◆ **Exercise brief**: Search each line below for "Mercia", then return the lines where it appears.

########################################

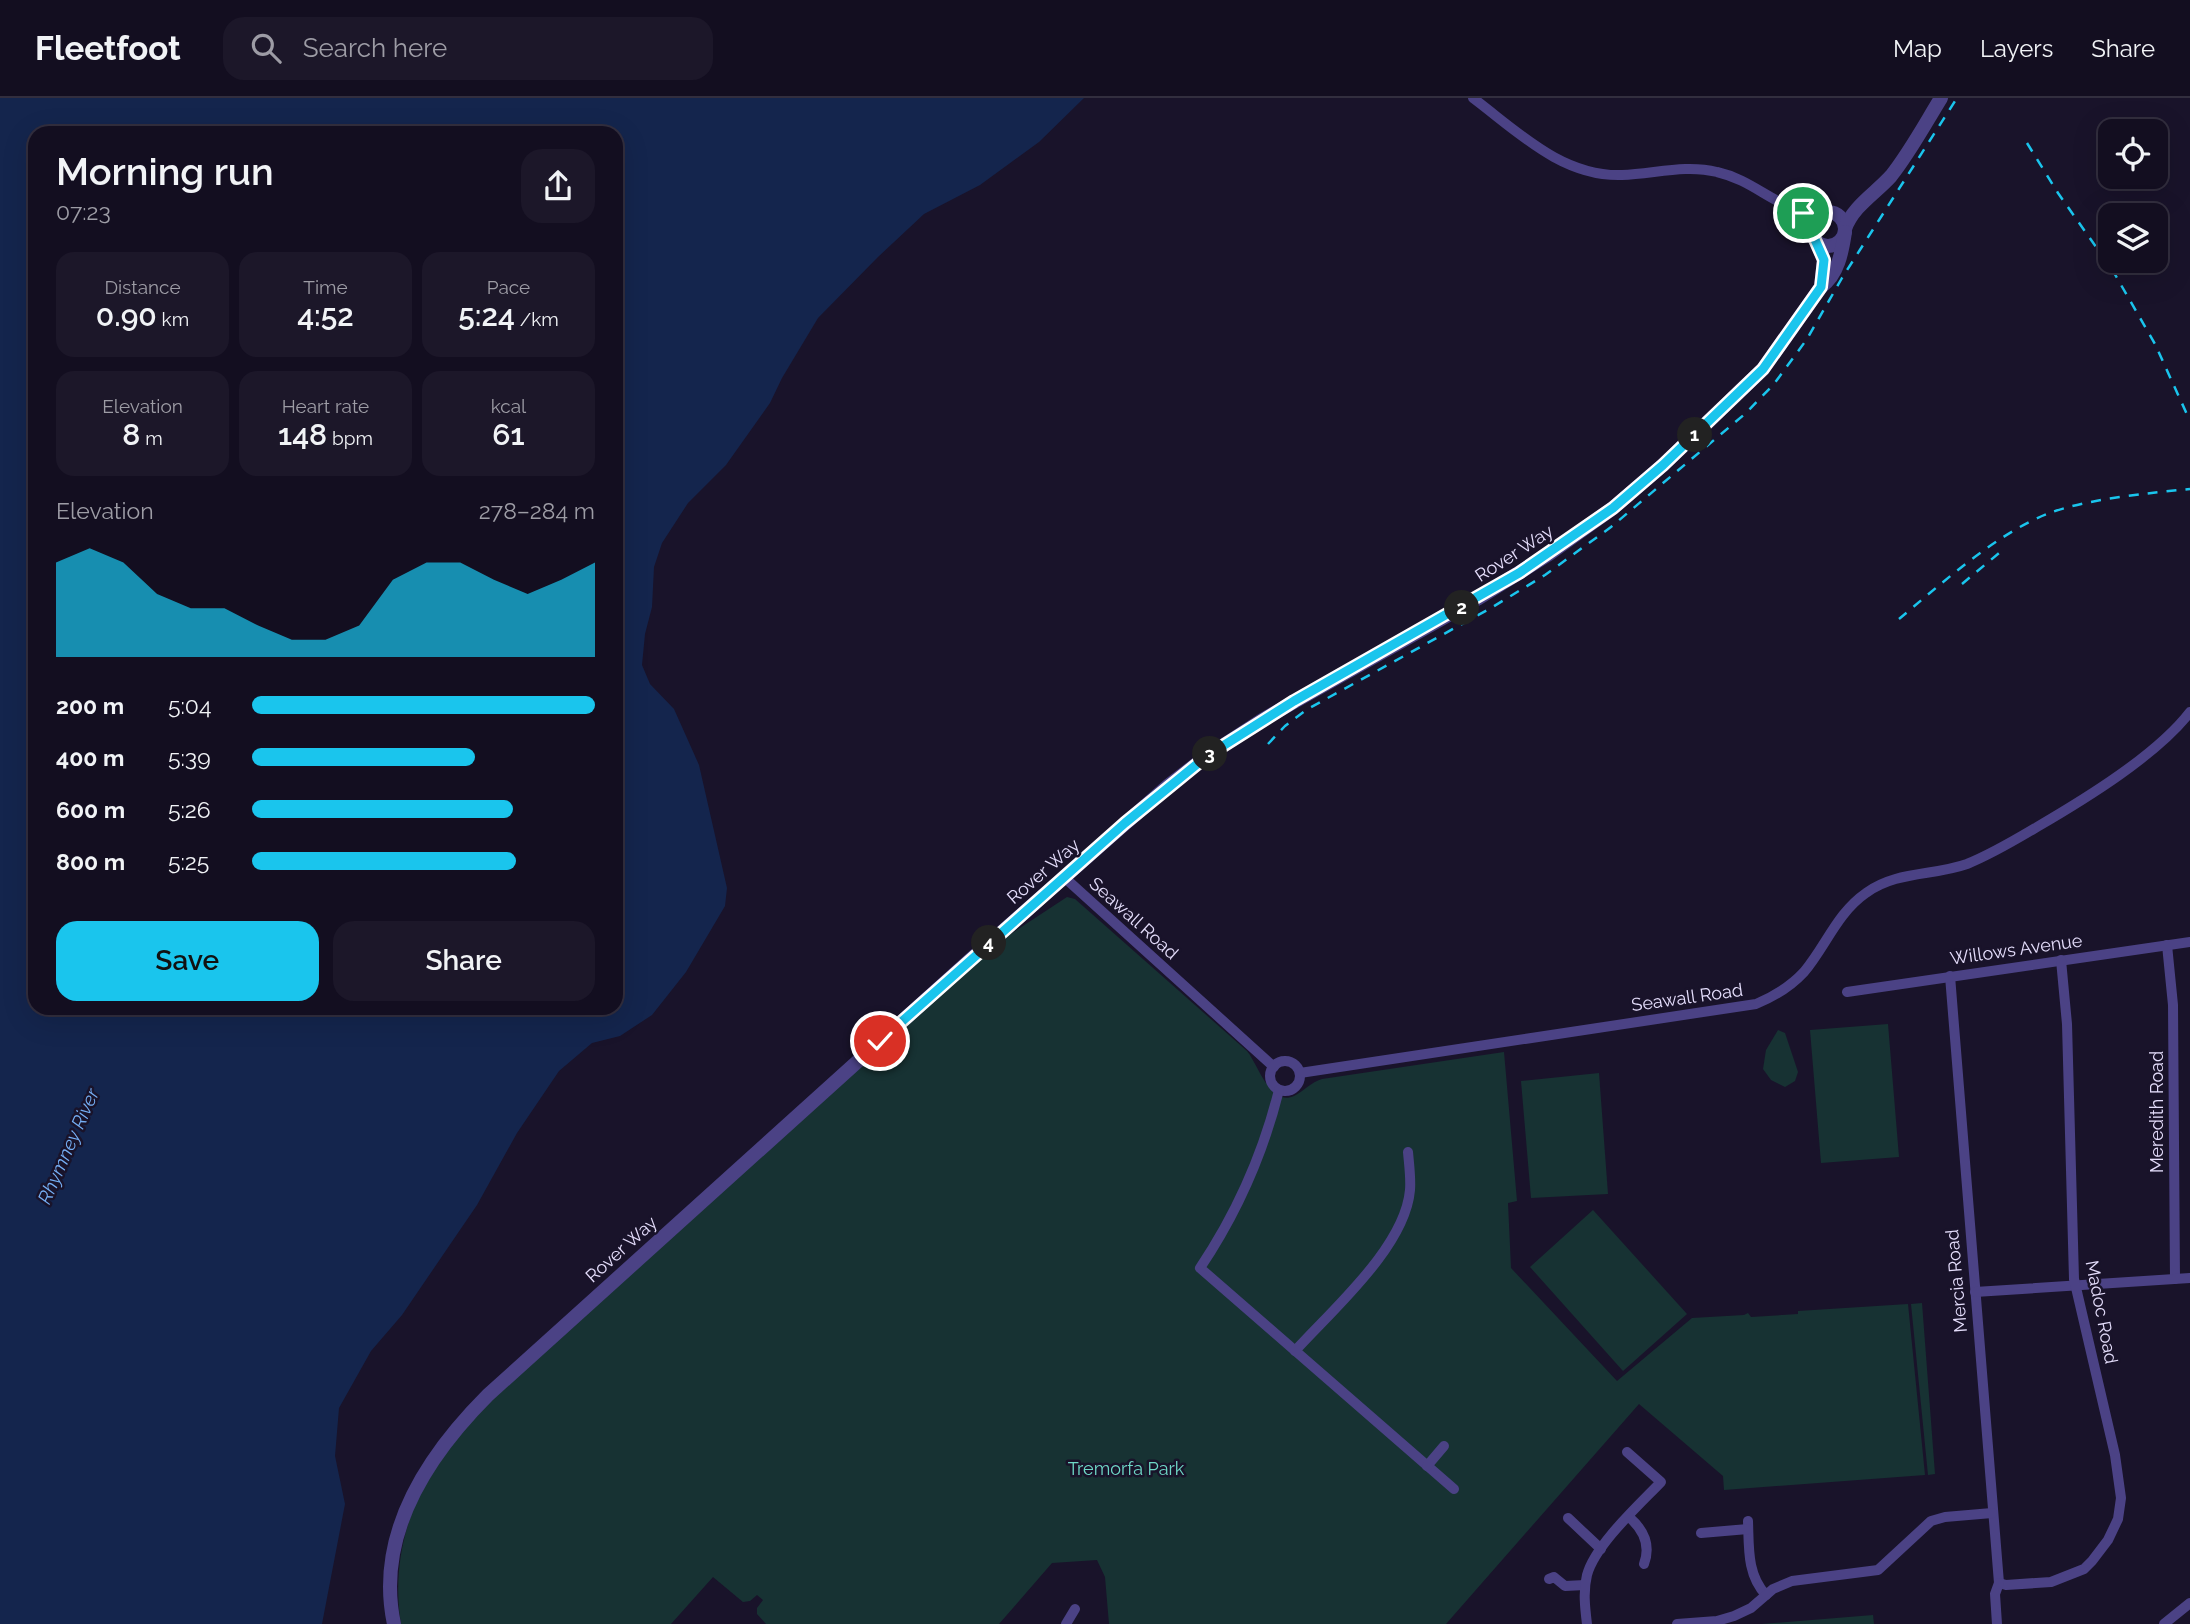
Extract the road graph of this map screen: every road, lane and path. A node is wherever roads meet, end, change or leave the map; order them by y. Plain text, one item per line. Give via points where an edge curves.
1 (1473, 98) edge
2 (1941, 98) edge
3 (1867, 197) junction
4 (1781, 205) junction
5 (1824, 214) junction
6 (1845, 230) junction
7 (1815, 239) junction
8 (1821, 287) junction
9 (2190, 712) edge
10 (1065, 878) junction
11 (2190, 942) edge
12 (2167, 945) junction
13 (2061, 960) junction
14 (1950, 976) junction
15 (1847, 992) dead end
16 (1274, 1067) junction
17 (1300, 1073) junction
18 (1279, 1090) junction
19 (1408, 1152) dead end
20 (2190, 1278) edge
21 (2175, 1279) junction
22 (2077, 1286) junction
23 (1975, 1292) junction
24 (1295, 1350) junction
25 (1444, 1446) dead end
26 (1627, 1452) dead end
27 (1427, 1466) junction
28 (1454, 1489) dead end
29 (1992, 1513) junction
30 (1629, 1517) junction
31 (1568, 1518) dead end
32 (1701, 1533) dead end
33 (1601, 1549) junction
34 (1644, 1564) dead end
35 (1549, 1579) dead end
36 (1999, 1583) junction
37 (1585, 1585) junction
38 (1766, 1595) junction
39 (2190, 1603) edge
40 (1074, 1609) dead end
41 (394, 1624) edge
42 (1066, 1624) edge
43 (1587, 1624) edge
44 (1677, 1624) edge
45 (1997, 1624) edge
46 (2164, 1624) edge

1 - 4 street via 1544,152 1574,167 1615,175 1706,169 1729,175
2 - 3 street, Rover Way via 1893,173
3 - 5 street, Rover Way
3 - 6 street, Rover Way
4 - 5 street
4 - 7 street
5 - 6 street via 1839,216
5 - 7 street via 1813,222
6 - 7 street via 1836,244 1826,246
6 - 8 street, Rover Way via 1836,267
7 - 8 street via 1824,260
8 - 10 street, Rover Way via 1763,369 1613,508 1508,580 1230,740 1169,785
9 - 17 street, Seawall Road via 2117,775 1999,849 1959,866 1896,878 1870,890 1844,913 1802,974 1756,1004
10 - 16 street, Seawall Road
10 - 41 street, Rover Way via 464,1420 434,1458 402,1517 391,1576
11 - 12 street, Willows Avenue
12 - 13 street, Willows Avenue
12 - 21 street, Meredith Road via 2173,1005
13 - 14 street, Willows Avenue
13 - 22 street, Madoc Road
14 - 15 street, Willows Avenue
14 - 23 street, Mercia Road
16 - 17 street via 1288,1061
16 - 18 street via 1270,1079
17 - 18 street via 1293,1089
18 - 24 street via 1245,1191 1200,1268
19 - 24 street via 1410,1191 1401,1224 1381,1256
20 - 21 street
21 - 22 street
22 - 23 street
22 - 36 street, Madoc Road via 2121,1481 2120,1509 2108,1540 2084,1569 2051,1582
23 - 29 street, Mercia Road
24 - 27 street
25 - 27 street
26 - 30 street via 1661,1482
27 - 28 street
29 - 36 street, Mercia Road
29 - 38 street via 1931,1521 1878,1570 1791,1581
30 - 33 street
30 - 34 street via 1645,1535
31 - 33 street
32 - 38 street via 1748,1525 1751,1573
33 - 37 street
35 - 37 street via 1554,1577 1565,1586
36 - 45 street, Mercia Road
37 - 43 street
38 - 44 street via 1726,1619
39 - 46 street
40 - 42 street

########################################

◆ **Answer to this exercise**:
14 - 23 street, Mercia Road
23 - 29 street, Mercia Road
29 - 36 street, Mercia Road
36 - 45 street, Mercia Road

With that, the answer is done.